Exercise data Start Marker

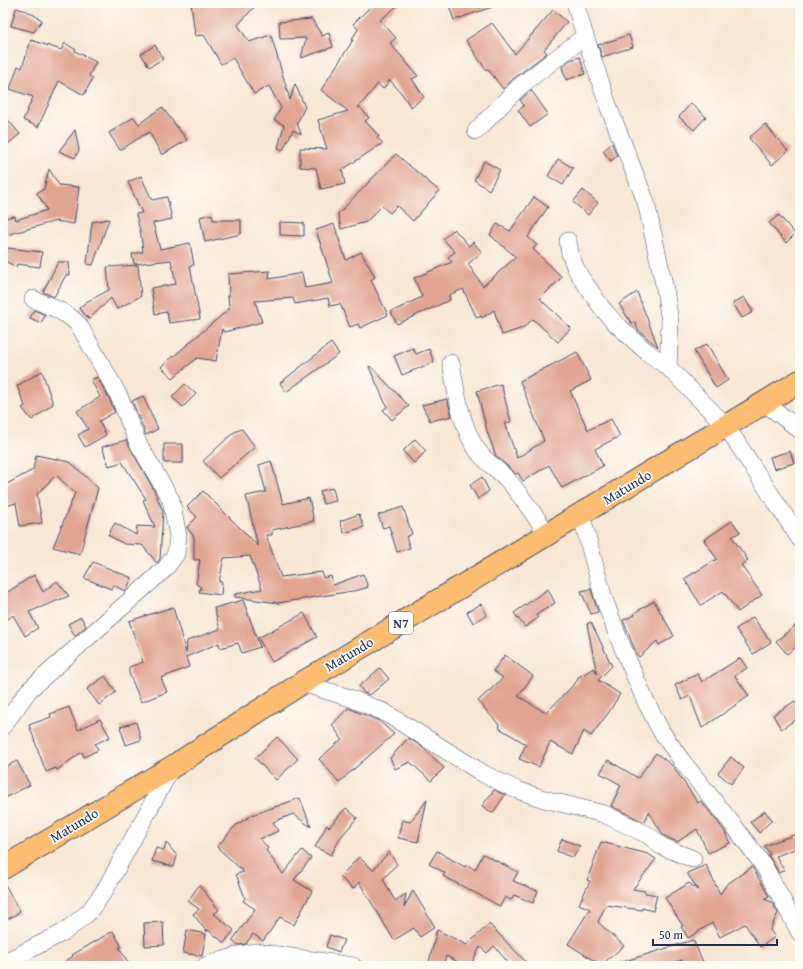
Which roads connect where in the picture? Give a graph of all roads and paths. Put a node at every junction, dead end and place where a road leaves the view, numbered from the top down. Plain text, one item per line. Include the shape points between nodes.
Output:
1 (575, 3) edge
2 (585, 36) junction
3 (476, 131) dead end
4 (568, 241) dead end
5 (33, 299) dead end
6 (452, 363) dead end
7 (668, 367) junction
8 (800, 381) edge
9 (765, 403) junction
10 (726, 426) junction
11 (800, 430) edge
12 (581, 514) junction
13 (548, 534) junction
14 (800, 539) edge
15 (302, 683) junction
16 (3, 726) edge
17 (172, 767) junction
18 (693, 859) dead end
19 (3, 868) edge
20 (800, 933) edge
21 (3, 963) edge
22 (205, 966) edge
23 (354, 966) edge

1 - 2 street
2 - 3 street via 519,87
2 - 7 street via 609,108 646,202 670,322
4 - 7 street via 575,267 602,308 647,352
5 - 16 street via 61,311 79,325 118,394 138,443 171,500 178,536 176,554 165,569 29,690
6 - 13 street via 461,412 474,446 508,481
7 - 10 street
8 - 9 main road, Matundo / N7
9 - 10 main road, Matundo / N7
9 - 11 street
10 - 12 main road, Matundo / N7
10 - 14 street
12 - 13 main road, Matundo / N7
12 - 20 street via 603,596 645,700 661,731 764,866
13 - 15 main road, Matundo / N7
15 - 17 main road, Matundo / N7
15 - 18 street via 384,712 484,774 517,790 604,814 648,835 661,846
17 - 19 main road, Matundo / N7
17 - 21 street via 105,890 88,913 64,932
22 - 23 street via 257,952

Exercise data End Marker
Exercise data Start Marker

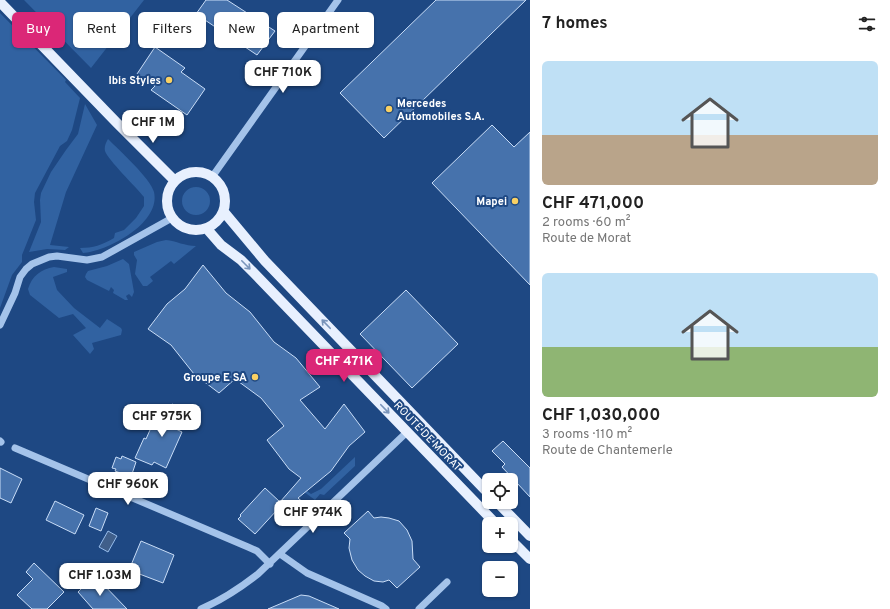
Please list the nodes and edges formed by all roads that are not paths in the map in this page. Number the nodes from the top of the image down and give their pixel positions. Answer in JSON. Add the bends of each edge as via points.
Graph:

Exercise data End Marker

* **About this task**
Where a line of the entries contains "points", report that line.

* **Output for this task**
Which roads connect where in the picture? Give a graph of all roads and paths. Put a node at every junction, dead end and place where a road leaves the view, numbered from the top down. Plain text, one item per line. Include the shape points between nodes.
Please list the nodes and edges formed by all roads that are not paths in the map in this page. Number the nodes from the top of the image down and give their pixel positions. Answer in JSON. Add the bends of each edge as via points.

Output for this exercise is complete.